Try it:
The output must match the entries below exactly, with pictures removed.
Segment Start: Entries provided
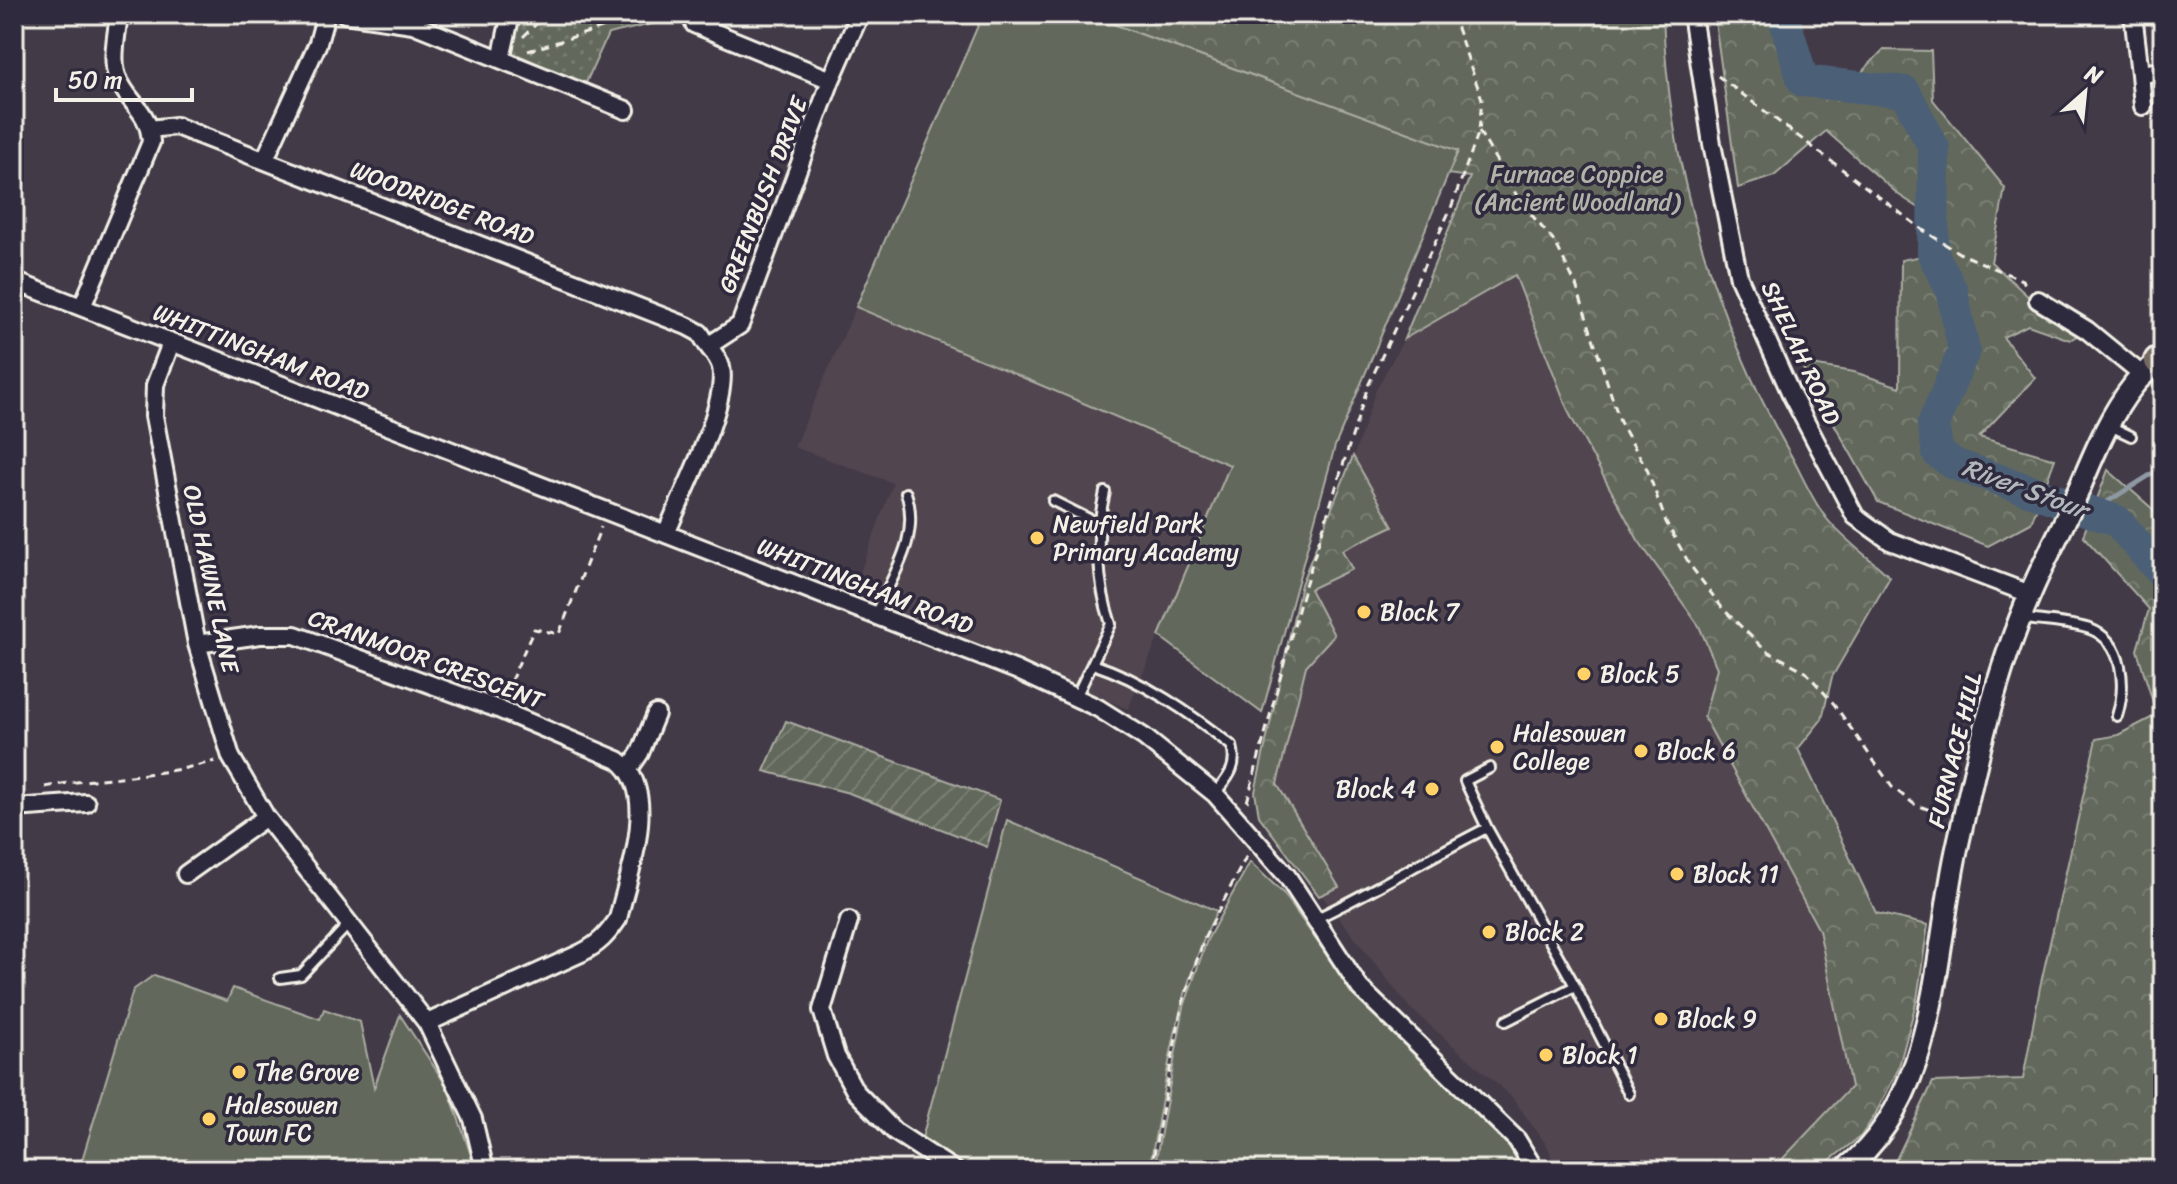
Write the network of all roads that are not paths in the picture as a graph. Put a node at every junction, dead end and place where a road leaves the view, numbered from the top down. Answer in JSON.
{"nodes":[{"id":1,"x":119,"y":14,"type":"edge"},
{"id":2,"x":326,"y":14,"type":"edge"},
{"id":3,"x":345,"y":14,"type":"edge"},
{"id":4,"x":511,"y":14,"type":"edge"},
{"id":5,"x":860,"y":14,"type":"edge"},
{"id":6,"x":1692,"y":14,"type":"edge"},
{"id":7,"x":2133,"y":14,"type":"edge"},
{"id":8,"x":694,"y":24,"type":"dead end"},
{"id":9,"x":501,"y":59,"type":"junction"},
{"id":10,"x":2163,"y":71,"type":"edge"},
{"id":11,"x":2140,"y":74,"type":"junction"},
{"id":12,"x":831,"y":80,"type":"junction"},
{"id":13,"x":2143,"y":106,"type":"dead end"},
{"id":14,"x":626,"y":110,"type":"dead end"},
{"id":15,"x":150,"y":129,"type":"junction"},
{"id":16,"x":265,"y":159,"type":"junction"},
{"id":17,"x":14,"y":281,"type":"edge"},
{"id":18,"x":2038,"y":300,"type":"road end"},
{"id":19,"x":82,"y":307,"type":"junction"},
{"id":20,"x":171,"y":343,"type":"junction"},
{"id":21,"x":708,"y":346,"type":"junction"},
{"id":22,"x":2157,"y":363,"type":"edge"},
{"id":23,"x":2110,"y":426,"type":"junction"},
{"id":24,"x":2131,"y":436,"type":"dead end"},
{"id":25,"x":1105,"y":492,"type":"dead end"},
{"id":26,"x":906,"y":493,"type":"dead end"},
{"id":27,"x":1053,"y":501,"type":"dead end"},
{"id":28,"x":1097,"y":523,"type":"junction"},
{"id":29,"x":666,"y":534,"type":"junction"},
{"id":30,"x":2030,"y":594,"type":"junction"},
{"id":31,"x":875,"y":615,"type":"junction"},
{"id":32,"x":2021,"y":618,"type":"junction"},
{"id":33,"x":197,"y":644,"type":"junction"},
{"id":34,"x":1093,"y":664,"type":"junction"},
{"id":35,"x":1076,"y":697,"type":"junction"},
{"id":36,"x":656,"y":714,"type":"dead end"},
{"id":37,"x":2117,"y":716,"type":"dead end"},
{"id":38,"x":1490,"y":768,"type":"dead end"},
{"id":39,"x":629,"y":769,"type":"junction"},
{"id":40,"x":1215,"y":794,"type":"junction"},
{"id":41,"x":86,"y":803,"type":"dead end"},
{"id":42,"x":14,"y":808,"type":"edge"},
{"id":43,"x":266,"y":817,"type":"junction"},
{"id":44,"x":1487,"y":828,"type":"junction"},
{"id":45,"x":186,"y":874,"type":"dead end"},
{"id":46,"x":1315,"y":919,"type":"junction"},
{"id":47,"x":849,"y":921,"type":"dead end"},
{"id":48,"x":348,"y":925,"type":"junction"},
{"id":49,"x":280,"y":978,"type":"dead end"},
{"id":50,"x":1575,"y":986,"type":"junction"},
{"id":51,"x":1506,"y":1021,"type":"dead end"},
{"id":52,"x":427,"y":1023,"type":"junction"},
{"id":53,"x":1629,"y":1094,"type":"dead end"},
{"id":54,"x":485,"y":1170,"type":"edge"},
{"id":55,"x":954,"y":1170,"type":"edge"},
{"id":56,"x":1535,"y":1170,"type":"edge"},
{"id":57,"x":1844,"y":1170,"type":"edge"}],
"edges":[{"from":1,"to":15,"type":"street"},
{"from":2,"to":16,"type":"street"},
{"from":3,"to":9,"type":"street"},
{"from":4,"to":9,"type":"street"},
{"from":5,"to":12,"type":"street","name":"GREENBUSH DRIVE"},
{"from":6,"to":30,"type":"street","name":"SHELAH ROAD"},
{"from":7,"to":11,"type":"street"},
{"from":8,"to":12,"type":"street","name":"GREENBUSH DRIVE"},
{"from":9,"to":14,"type":"street"},
{"from":10,"to":11,"type":"street"},
{"from":11,"to":13,"type":"street"},
{"from":12,"to":21,"type":"street","name":"GREENBUSH DRIVE"},
{"from":15,"to":16,"type":"street","name":"WOODRIDGE ROAD"},
{"from":15,"to":19,"type":"street"},
{"from":16,"to":21,"type":"street","name":"WOODRIDGE ROAD"},
{"from":17,"to":19,"type":"street","name":"WHITTINGHAM ROAD"},
{"from":18,"to":22,"type":"street"},
{"from":19,"to":20,"type":"street","name":"WHITTINGHAM ROAD"},
{"from":20,"to":29,"type":"street","name":"WHITTINGHAM ROAD"},
{"from":20,"to":33,"type":"street","name":"OLD HAWNE LANE"},
{"from":21,"to":29,"type":"street"},
{"from":22,"to":23,"type":"street","name":"FURNACE HILL"},
{"from":23,"to":24,"type":"lane"},
{"from":23,"to":30,"type":"street","name":"FURNACE HILL"},
{"from":25,"to":28,"type":"lane"},
{"from":26,"to":31,"type":"lane"},
{"from":27,"to":28,"type":"lane"},
{"from":28,"to":34,"type":"lane"},
{"from":29,"to":31,"type":"street","name":"WHITTINGHAM ROAD"},
{"from":30,"to":32,"type":"street","name":"FURNACE HILL"},
{"from":31,"to":35,"type":"street","name":"WHITTINGHAM ROAD"},
{"from":32,"to":37,"type":"lane"},
{"from":32,"to":57,"type":"street","name":"FURNACE HILL"},
{"from":33,"to":39,"type":"street","name":"CRANMOOR CRESCENT"},
{"from":33,"to":43,"type":"street","name":"OLD HAWNE LANE"},
{"from":34,"to":35,"type":"lane"},
{"from":34,"to":40,"type":"lane"},
{"from":35,"to":40,"type":"street","name":"WHITTINGHAM ROAD"},
{"from":36,"to":39,"type":"street"},
{"from":38,"to":44,"type":"lane"},
{"from":39,"to":52,"type":"street"},
{"from":40,"to":46,"type":"street","name":"WHITTINGHAM ROAD"},
{"from":41,"to":42,"type":"street"},
{"from":43,"to":45,"type":"street"},
{"from":43,"to":48,"type":"street","name":"OLD HAWNE LANE"},
{"from":44,"to":46,"type":"lane"},
{"from":44,"to":50,"type":"lane"},
{"from":46,"to":56,"type":"street","name":"WHITTINGHAM ROAD"},
{"from":47,"to":55,"type":"street"},
{"from":48,"to":49,"type":"lane"},
{"from":48,"to":52,"type":"street","name":"OLD HAWNE LANE"},
{"from":50,"to":51,"type":"lane"},
{"from":50,"to":53,"type":"lane"},
{"from":52,"to":54,"type":"street","name":"OLD HAWNE LANE"}]}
Segment End: Entries provided
Response area:
Write the network of all roads that are not paths in the picture as a graph. Put a node at every junction, dead end and place where a road leaves the view, numbered from the top down. Answer in JSON.
{"nodes":[{"id":1,"x":119,"y":14,"type":"edge"},
{"id":2,"x":326,"y":14,"type":"edge"},
{"id":3,"x":345,"y":14,"type":"edge"},
{"id":4,"x":511,"y":14,"type":"edge"},
{"id":5,"x":860,"y":14,"type":"edge"},
{"id":6,"x":1692,"y":14,"type":"edge"},
{"id":7,"x":2133,"y":14,"type":"edge"},
{"id":8,"x":694,"y":24,"type":"dead end"},
{"id":9,"x":501,"y":59,"type":"junction"},
{"id":10,"x":2163,"y":71,"type":"edge"},
{"id":11,"x":2140,"y":74,"type":"junction"},
{"id":12,"x":831,"y":80,"type":"junction"},
{"id":13,"x":2143,"y":106,"type":"dead end"},
{"id":14,"x":626,"y":110,"type":"dead end"},
{"id":15,"x":150,"y":129,"type":"junction"},
{"id":16,"x":265,"y":159,"type":"junction"},
{"id":17,"x":14,"y":281,"type":"edge"},
{"id":18,"x":2038,"y":300,"type":"road end"},
{"id":19,"x":82,"y":307,"type":"junction"},
{"id":20,"x":171,"y":343,"type":"junction"},
{"id":21,"x":708,"y":346,"type":"junction"},
{"id":22,"x":2157,"y":363,"type":"edge"},
{"id":23,"x":2110,"y":426,"type":"junction"},
{"id":24,"x":2131,"y":436,"type":"dead end"},
{"id":25,"x":1105,"y":492,"type":"dead end"},
{"id":26,"x":906,"y":493,"type":"dead end"},
{"id":27,"x":1053,"y":501,"type":"dead end"},
{"id":28,"x":1097,"y":523,"type":"junction"},
{"id":29,"x":666,"y":534,"type":"junction"},
{"id":30,"x":2030,"y":594,"type":"junction"},
{"id":31,"x":875,"y":615,"type":"junction"},
{"id":32,"x":2021,"y":618,"type":"junction"},
{"id":33,"x":197,"y":644,"type":"junction"},
{"id":34,"x":1093,"y":664,"type":"junction"},
{"id":35,"x":1076,"y":697,"type":"junction"},
{"id":36,"x":656,"y":714,"type":"dead end"},
{"id":37,"x":2117,"y":716,"type":"dead end"},
{"id":38,"x":1490,"y":768,"type":"dead end"},
{"id":39,"x":629,"y":769,"type":"junction"},
{"id":40,"x":1215,"y":794,"type":"junction"},
{"id":41,"x":86,"y":803,"type":"dead end"},
{"id":42,"x":14,"y":808,"type":"edge"},
{"id":43,"x":266,"y":817,"type":"junction"},
{"id":44,"x":1487,"y":828,"type":"junction"},
{"id":45,"x":186,"y":874,"type":"dead end"},
{"id":46,"x":1315,"y":919,"type":"junction"},
{"id":47,"x":849,"y":921,"type":"dead end"},
{"id":48,"x":348,"y":925,"type":"junction"},
{"id":49,"x":280,"y":978,"type":"dead end"},
{"id":50,"x":1575,"y":986,"type":"junction"},
{"id":51,"x":1506,"y":1021,"type":"dead end"},
{"id":52,"x":427,"y":1023,"type":"junction"},
{"id":53,"x":1629,"y":1094,"type":"dead end"},
{"id":54,"x":485,"y":1170,"type":"edge"},
{"id":55,"x":954,"y":1170,"type":"edge"},
{"id":56,"x":1535,"y":1170,"type":"edge"},
{"id":57,"x":1844,"y":1170,"type":"edge"}],
"edges":[{"from":1,"to":15,"type":"street"},
{"from":2,"to":16,"type":"street"},
{"from":3,"to":9,"type":"street"},
{"from":4,"to":9,"type":"street"},
{"from":5,"to":12,"type":"street","name":"GREENBUSH DRIVE"},
{"from":6,"to":30,"type":"street","name":"SHELAH ROAD"},
{"from":7,"to":11,"type":"street"},
{"from":8,"to":12,"type":"street","name":"GREENBUSH DRIVE"},
{"from":9,"to":14,"type":"street"},
{"from":10,"to":11,"type":"street"},
{"from":11,"to":13,"type":"street"},
{"from":12,"to":21,"type":"street","name":"GREENBUSH DRIVE"},
{"from":15,"to":16,"type":"street","name":"WOODRIDGE ROAD"},
{"from":15,"to":19,"type":"street"},
{"from":16,"to":21,"type":"street","name":"WOODRIDGE ROAD"},
{"from":17,"to":19,"type":"street","name":"WHITTINGHAM ROAD"},
{"from":18,"to":22,"type":"street"},
{"from":19,"to":20,"type":"street","name":"WHITTINGHAM ROAD"},
{"from":20,"to":29,"type":"street","name":"WHITTINGHAM ROAD"},
{"from":20,"to":33,"type":"street","name":"OLD HAWNE LANE"},
{"from":21,"to":29,"type":"street"},
{"from":22,"to":23,"type":"street","name":"FURNACE HILL"},
{"from":23,"to":24,"type":"lane"},
{"from":23,"to":30,"type":"street","name":"FURNACE HILL"},
{"from":25,"to":28,"type":"lane"},
{"from":26,"to":31,"type":"lane"},
{"from":27,"to":28,"type":"lane"},
{"from":28,"to":34,"type":"lane"},
{"from":29,"to":31,"type":"street","name":"WHITTINGHAM ROAD"},
{"from":30,"to":32,"type":"street","name":"FURNACE HILL"},
{"from":31,"to":35,"type":"street","name":"WHITTINGHAM ROAD"},
{"from":32,"to":37,"type":"lane"},
{"from":32,"to":57,"type":"street","name":"FURNACE HILL"},
{"from":33,"to":39,"type":"street","name":"CRANMOOR CRESCENT"},
{"from":33,"to":43,"type":"street","name":"OLD HAWNE LANE"},
{"from":34,"to":35,"type":"lane"},
{"from":34,"to":40,"type":"lane"},
{"from":35,"to":40,"type":"street","name":"WHITTINGHAM ROAD"},
{"from":36,"to":39,"type":"street"},
{"from":38,"to":44,"type":"lane"},
{"from":39,"to":52,"type":"street"},
{"from":40,"to":46,"type":"street","name":"WHITTINGHAM ROAD"},
{"from":41,"to":42,"type":"street"},
{"from":43,"to":45,"type":"street"},
{"from":43,"to":48,"type":"street","name":"OLD HAWNE LANE"},
{"from":44,"to":46,"type":"lane"},
{"from":44,"to":50,"type":"lane"},
{"from":46,"to":56,"type":"street","name":"WHITTINGHAM ROAD"},
{"from":47,"to":55,"type":"street"},
{"from":48,"to":49,"type":"lane"},
{"from":48,"to":52,"type":"street","name":"OLD HAWNE LANE"},
{"from":50,"to":51,"type":"lane"},
{"from":50,"to":53,"type":"lane"},
{"from":52,"to":54,"type":"street","name":"OLD HAWNE LANE"}]}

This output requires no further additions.